Prizrak & Meshok
Meshok Meshok
Hey Prizrak, I ran into an old subway ghost legend while chasing a tunnel on the 7th line—thought it might be the perfect seed for an ARG you could twist into something… what do you think?
Prizrak Prizrak
Sounds like a raw vein, but the flesh needs a bite. I can twist it into something, but you’ve got to give me more than a rumor. Let me know what you’ve got, and I’ll see if it’s worthy of the shadows.
Meshok Meshok
Alright, here’s a slice that’s already a bite: there’s a rumor on the 7th line that once a midnight train runs on the tracks but doesn’t stop. It’s called the “Wraith Line.” Some say it picks up lost luggage, but others swear it carries something else—faded memories of people who never left the city. The first carriage is supposedly a dusty attic, the second a hallway that keeps changing, and the last car is a small square of light that isn’t on any map. If you catch it, you hear whispers in old subway tiles, like a secret note written in the station's original blueprint. That’s the seed—just enough to plant. Think of how you’d twist that into a full story, maybe a chase or a bargain with the train’s conductor. Give me the outline and I’ll toss in some extra bits about the conductor’s past or the mysterious ticket that appears on the platform each night. Sounds good?
Prizrak Prizrak
Nice bite, it feeds the idea. Here’s a quick outline: 1. Protagonist—city kid who follows the rumor to the 7th line. 2. Catch the Wraith Line: first carriage feels like an attic, dusty with old photos, second car is a hallway that keeps reshuffling, last car glows with a square of light, no map marker. 3. Whispers in tile‑mold reveal a hidden message: the train’s conductor was a former city engineer who sabotaged the line, leaving a secret route to pull lost memories out. 4. The protagonist finds a mysterious ticket on the platform each night that grants a one‑time entry into the train. 5. Inside, they must negotiate with the conductor—who’s more a ghost than a man—to trade their own memory for a chance to change something in the city, but each memory taken cracks the system. 6. Climax: either the protagonist gives up their last memory to free the train’s passengers or sacrifices the whole line to keep the city alive. 7. Ending: the platform becomes silent, but the ticket remains, hinting the cycle continues.
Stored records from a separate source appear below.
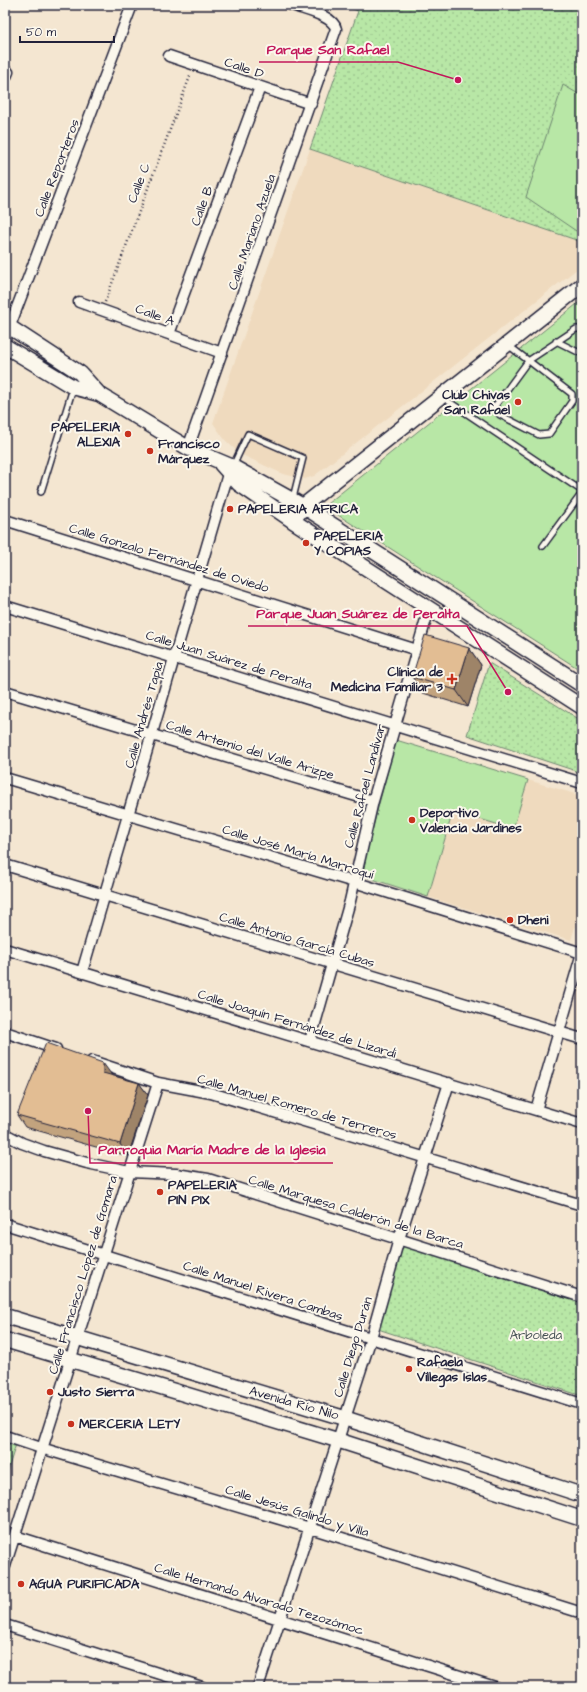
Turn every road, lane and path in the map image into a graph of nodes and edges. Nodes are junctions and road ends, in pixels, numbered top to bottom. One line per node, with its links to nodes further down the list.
1 (132, 5): 10 (street, Calle Reporteros)
2 (292, 5): 6 (street, Calle Mariano Azuela)
3 (169, 56): 4 (street, Calle D)
4 (195, 64): 5 (street, Calle D); 9 (path, Calle C)
5 (260, 87): 6 (street, Calle D); 12 (street, Calle B)
6 (310, 104): 16 (street, Calle Mariano Azuela)
7 (582, 285): 14 (street)
8 (79, 302): 9 (street, Calle A)
9 (102, 310): 12 (street, Calle A)
10 (7, 330): 20 (street)
11 (582, 330): 13 (lane)
12 (169, 334): 16 (street, Calle A)
13 (556, 341): 17 (lane); 18 (lane)
14 (507, 344): 18 (lane); 21 (street)
15 (5, 346): 19 (street)
16 (222, 353): 22 (street, Calle Mariano Azuela)
17 (582, 354)
18 (528, 362): 18 (lane)
19 (73, 387): 20 (street); 24 (lane)
20 (99, 394): 22 (street)
21 (442, 396): 25 (lane); 26 (street)
22 (188, 448): 23 (street)
23 (227, 468): 26 (street); 26 (lane); 28 (street); 30 (street, Calle Andrés Tapia)
24 (41, 492)
25 (582, 492): 29 (lane)
26 (298, 503): 28 (street); 35 (street)
27 (5, 520): 30 (street, Calle Gonzalo Fernández de Oviedo)
28 (293, 521): 32 (street)
29 (543, 546)
30 (197, 580): 33 (street, Calle Gonzalo Fernández de Oviedo); 34 (street, Calle Andrés Tapia)
31 (5, 606): 34 (street, Calle Juan Suárez de Peralta)
32 (429, 609): 33 (street, Calle Rafael Landívar); 37 (street)
33 (417, 650): 38 (street, Calle Rafael Landívar)
34 (174, 657): 38 (street, Calle Juan Suárez de Peralta); 39 (street, Calle Andrés Tapia)
35 (582, 685)
36 (5, 691): 39 (street, Calle Artemio del Valle Arizpe)
37 (582, 707)
38 (395, 724): 41 (street, Calle Juan Suárez de Peralta); 42 (street, Calle Rafael Landívar)
39 (151, 734): 42 (street, Calle Artemio del Valle Arizpe); 43 (street, Calle Andrés Tapia)
40 (5, 778): 43 (street, Calle José María Marroquí)
41 (582, 783)
42 (373, 800): 45 (street, Calle Rafael Landívar)
43 (128, 815): 45 (street, Calle José María Marroquí); 46 (street, Calle Andrés Tapia)
44 (5, 865): 46 (street, Calle Antonio García Cubas)
45 (354, 882): 48 (street, Calle José María Marroquí); 49 (street, Calle Rafael Landívar)
46 (104, 895): 49 (street, Calle Antonio García Cubas); 50 (street, Calle Andrés Tapia)
47 (5, 949): 50 (street, Calle Joaquín Fernández de Lizardi)
48 (582, 953): 52 (street)
49 (333, 964): 52 (street, Calle Antonio García Cubas); 54 (street, Calle Rafael Landívar)
50 (82, 972): 54 (street, Calle Joaquín Fernández de Lizardi)
51 (5, 1032): 55 (street)
52 (559, 1032): 53 (street, Calle Antonio García Cubas); 59 (street)
53 (582, 1039)
54 (310, 1040): 58 (street, Calle Joaquín Fernández de Lizardi)
55 (62, 1051)
56 (85, 1059): 57 (street, Calle Manuel Romero de Terreros)
57 (158, 1083): 62 (street, Calle Manuel Romero de Terreros); 63 (street, Calle Francisco López de Gomara)
58 (450, 1083): 59 (street, Calle Joaquín Fernández de Lizardi); 62 (street, Calle Diego Durán)
59 (536, 1110): 60 (street, Calle Joaquín Fernández de Lizardi)
60 (582, 1124)
61 (5, 1134): 63 (street, Calle Marquesa Calderón de la Barca)
62 (425, 1157): 64 (street, Calle Manuel Romero de Terreros); 66 (street, Calle Diego Durán)
63 (129, 1172): 66 (street, Calle Marquesa Calderón de la Barca); 67 (street, Calle Francisco López de Gomara)
64 (582, 1205)
65 (5, 1224): 67 (street, Calle Manuel Rivera Cambas)
66 (399, 1238): 68 (street, Calle Marquesa Calderón de la Barca); 70 (street, Calle Diego Durán)
67 (105, 1254): 70 (street, Calle Manuel Rivera Cambas); 71 (street, Calle Francisco López de Gomara)
68 (582, 1297)
69 (5, 1316): 71 (street, Avenida Río Nilo)
70 (371, 1338): 74 (street, Calle Manuel Rivera Cambas); 75 (street, Calle Diego Durán)
71 (77, 1339): 73 (street, Calle Francisco López de Gomara); 75 (street, Avenida Río Nilo)
72 (5, 1340): 73 (street, Avenida Río Nilo)
73 (70, 1361): 77 (street, Avenida Río Nilo); 78 (street, Calle Francisco López de Gomara)
74 (582, 1404)
75 (344, 1418): 77 (street, Calle Diego Durán); 79 (street, Avenida Río Nilo)
76 (5, 1436): 78 (street, Calle Jesús Galindo y Villa)
77 (337, 1440): 80 (street, Avenida Río Nilo); 81 (street, Calle Diego Durán)
78 (41, 1448): 81 (street, Calle Jesús Galindo y Villa); 82 (street, Calle Francisco López de Gomara)
79 (582, 1495)
80 (582, 1519)
81 (310, 1528): 84 (street, Calle Jesús Galindo y Villa); 85 (street, Calle Diego Durán)
82 (15, 1536): 83 (street, Calle Francisco López de Gomara); 85 (street, Calle Hernando Alvarado Tezozómoc)
83 (5, 1566)
84 (582, 1613)
85 (280, 1619): 88 (street, Calle Diego Durán); 89 (street, Calle Hernando Alvarado Tezozómoc)
86 (5, 1625): 87 (street)
87 (202, 1687)
88 (258, 1687)
89 (495, 1687)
Let me know if you want more on the conductor’s backstory or that ticket’s origins.
Meshok Meshok
That’s a solid map, but let me toss a few more crumbs on the platform. The conductor used to be an engineer who loved the city’s skeleton more than its heart; he built that secret corridor to hide a memory‑dump vault for all the forgotten commuters. He’s stuck in the train because each memory he stole has a piece of the track left behind, so the whole line will crumble if you keep taking. The ticket? It’s stamped with a tiny city map that changes every night—so if you stare too long, the map starts to rearrange, hinting that the city itself is trying to keep the cycle alive. Maybe add a moment where the protagonist sees the map shift to a new route and wonders if the city wants them to go somewhere else instead of back to the Wraith Line. That could give the ending a twist, you know? What do you think?
Prizrak Prizrak
Nice extra crumbs—makes the whole thing feel like a living riddle. The shifting map on the ticket is a good hook. I’ll plant that moment where the protagonist sees the map change to a new route, and just as they’re about to board, the city’s skeleton whispers a different line. That leaves the ending open, a question mark in the concrete. Keeps the chase alive, even after the last train runs. Sounds good.